The Last Summer of Rob

by


Formats

Softcover
$44.00
Softcover
$44.00

Book Details

Language : English
Publication Date : 2/22/2005

Format : Softcover
Dimensions : 6x9
Page Count : 648
ISBN : 9781412021296

About the Book

Neither Rob nor Craig have needed another friend until the complex urges of adolescence created changes in their lives that started each of them down different paths. Craig tries to follow the acceptable social patterns of living, but in doing so, creates an increasing distance between him and his friend. Rob is torn between two lifestyles until a crisis forces a decision. Neither family is aware of the problems with which their sons are struggling. One father is a sex-hungry drunk; the other is so tied up in doing "community service" that he barely knows his son except as an unpaid helper in his shop. Neither mother recognizes their sons' turmoil. Rob gets into trouble with the law and is sent to a young-offenders' institution. A child is born to Rob's girlfriend, with a birthmark carried by Craig that he inherited from his father; the deep friendship between the two boys is shattered. Whatever the pain, for Rob there can be no reconciliations.




About the Author

I was born and raised on the Prairies, the fourth child of five, in the Depression years. My father moved to BC and I stayed to finish my high school. I supported myself by working at a variety of odd jobs. When I graduated from high school, because of a failing economy in BC, I moved east by cattle car, with all of my worldly goods in a suitcase and $7. After a week of freight train travel, I landed in Toronto, very hungry, very broke and very dirty. But Toronto was too busy for a country boy, and I moved on---still hungry. I was hitching to Hamilton when I was picked up by a taxi-driver returning empty, who, on hearing my story, found me a job and a place to live on "spec" with "Mom" and son George, whom I cherished for the rest of their lives.

When war was declared in 1939, I joined the Air Force, was finally selected for pilot training and got my wings. I was shipped overseas to England, where I took another course in combat flying after which I , along with 50-60 more neophytes like myself, was loaded aboard an aircraft carrier with our Hurricanes. We flew off at Gibraltar with orders to fly to Wadi Natrun in the Sahara Desert. We stayed in the shifting sands of the desert for a month. Then the Japanese threatened Singapore and we were formed into a unit and told to go to India to protect Singapore.

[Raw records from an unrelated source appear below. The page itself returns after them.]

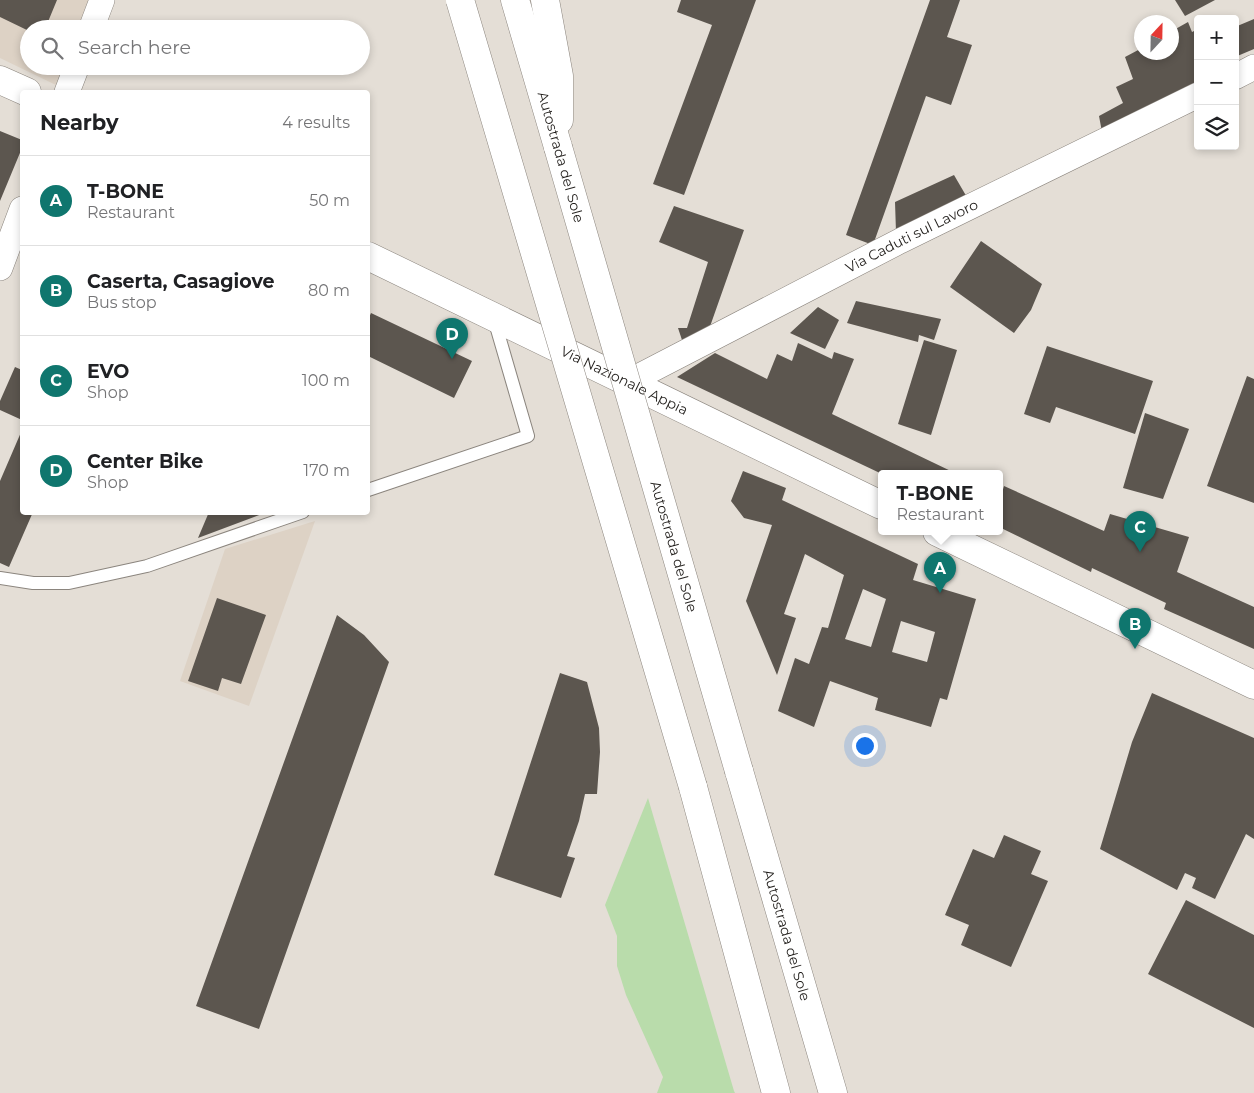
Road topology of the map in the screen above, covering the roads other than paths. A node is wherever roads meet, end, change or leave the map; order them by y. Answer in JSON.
{"nodes":[{"id":1,"x":102,"y":0,"type":"edge"},
{"id":2,"x":460,"y":0,"type":"edge"},
{"id":3,"x":515,"y":0,"type":"edge"},
{"id":4,"x":544,"y":0,"type":"edge"},
{"id":5,"x":94,"y":20,"type":"edge"},
{"id":6,"x":1254,"y":67,"type":"edge"},
{"id":7,"x":74,"y":75,"type":"edge"},
{"id":8,"x":1239,"y":75,"type":"edge"},
{"id":9,"x":0,"y":80,"type":"edge"},
{"id":10,"x":22,"y":90,"type":"edge"},
{"id":11,"x":68,"y":90,"type":"edge"},
{"id":12,"x":1194,"y":97,"type":"edge"},
{"id":13,"x":558,"y":147,"type":"junction"},
{"id":14,"x":20,"y":214,"type":"edge"},
{"id":15,"x":370,"y":257,"type":"edge"},
{"id":16,"x":0,"y":268,"type":"edge"},
{"id":17,"x":493,"y":317,"type":"junction"},
{"id":18,"x":628,"y":382,"type":"junction"},
{"id":19,"x":370,"y":489,"type":"edge"},
{"id":20,"x":878,"y":504,"type":"edge"},
{"id":21,"x":295,"y":515,"type":"edge"},
{"id":22,"x":942,"y":535,"type":"edge"},
{"id":23,"x":0,"y":578,"type":"edge"},
{"id":24,"x":1254,"y":685,"type":"edge"},
{"id":25,"x":776,"y":1093,"type":"edge"},
{"id":26,"x":833,"y":1093,"type":"edge"}],
"edges":[{"from":1,"to":5,"type":"street"},
{"from":2,"to":25,"type":"main road","bridge":true},
{"from":3,"to":13,"type":"main road","name":"Autostrada del Sole"},
{"from":4,"to":13,"type":"main road"},
{"from":6,"to":8,"type":"street"},
{"from":7,"to":11,"type":"street"},
{"from":9,"to":10,"type":"main road"},
{"from":12,"to":18,"type":"street","name":"Via Caduti sul Lavoro"},
{"from":13,"to":26,"type":"main road","name":"Autostrada del Sole","bridge":true},
{"from":14,"to":16,"type":"street"},
{"from":15,"to":17,"type":"main road","name":"Via Nazionale Appia"},
{"from":17,"to":18,"type":"main road","name":"Via Nazionale Appia"},
{"from":17,"to":19,"type":"lane"},
{"from":18,"to":20,"type":"main road","name":"Via Nazionale Appia"},
{"from":21,"to":23,"type":"lane"},
{"from":22,"to":24,"type":"main road"}]}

So, 11 of us set out, following a Blenheim with a navigator, across the Sahara and the Nile and Egypt, Palestine, Iraq, Iran and Persia, then across the Oman Gulf to Jiwani and on to Karachi--that was April 4, 1942. We then had a day of R & R, after which we pushed on through Jodhpur, where for the next year, I air tested and delivered the aircraft that came off the service line, earning a ticket to fly all singles, all twins and specified multis (that was before Jets).

At Jodhpur, we were living in the old palace of the Maharajah Bahadur Sahib, Sir Umaaid Singh, who was an honorary Air Commodore in the RAF with earned wings and who enjoyed the company of aircrew. Not a bad way to spend the war.

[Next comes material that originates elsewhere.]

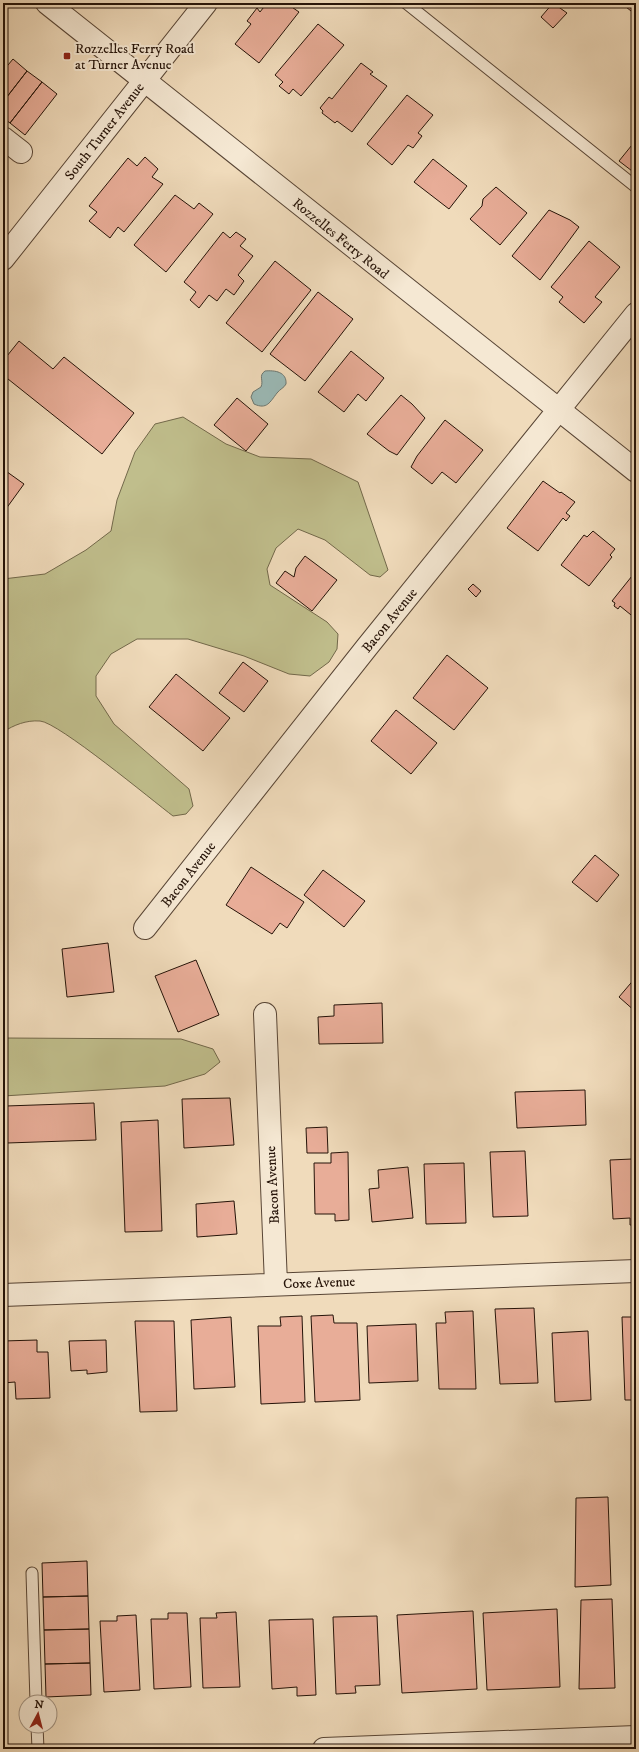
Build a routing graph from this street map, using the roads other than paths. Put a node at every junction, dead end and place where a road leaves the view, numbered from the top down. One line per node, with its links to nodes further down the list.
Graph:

I had a month's leave in Canada and was then posted to a Dakota squadron where we flew people and parcels all over Europe and its capitals. The war ended and while other squadrons disbanded and the men went home, we stayed on. For a year we flew straight and level, emptying POW camps and flying VIPS around to see war-torn Europe. Then, finally, wee returned home. Most other returned men had been discharged, so the friends I made were scattered. I elected to stay in the permanent air force and I worked for a brief period as a discharge officer in Vancouver, urging the discharge airmen to use their credits for education rather than for a dining room suite. Finally I took my own advice, discharged myself, enrolled in psychology at UBC, got a BA, got married, went east to U of T for an MA and a PhD, started a family, returned to BC, was hired by the Canadian Mental Health Association to start the first marriage counseling service in Canada. I also lectured part time at UBC.

Later I joined the to-be-formed Langara College as chairman of the Department of Social Sciences; left CMHA and went into private practice and continued to lecture part-time at UBC. I was invited to get involved in a T.V. show called People in Conflict that was taped in Montreal two weekends a month. The show lasted for six years; in the last years I was writing half the scripts and vetting the other half. Meanwhile, our family had increased to five children and each seemed to have a pet.

At Langara, we pressed for some unification of the provincially sponsored colleges and as Chairman of the Faculty Association I was active in forming the College Institute Educators Association, of which I was the first president. Soon after that, I retired; my wife and I bought a trailer and some new golf clubs, gypsied around for a few winters, settled in a little winter home in El Centro on a golf course, which is a companion place for our lake shore summer home in the Caribou that we bought and built 30-odd years ago and where our children have learned some of the excitements of nature and of life. These are the places that feel like home.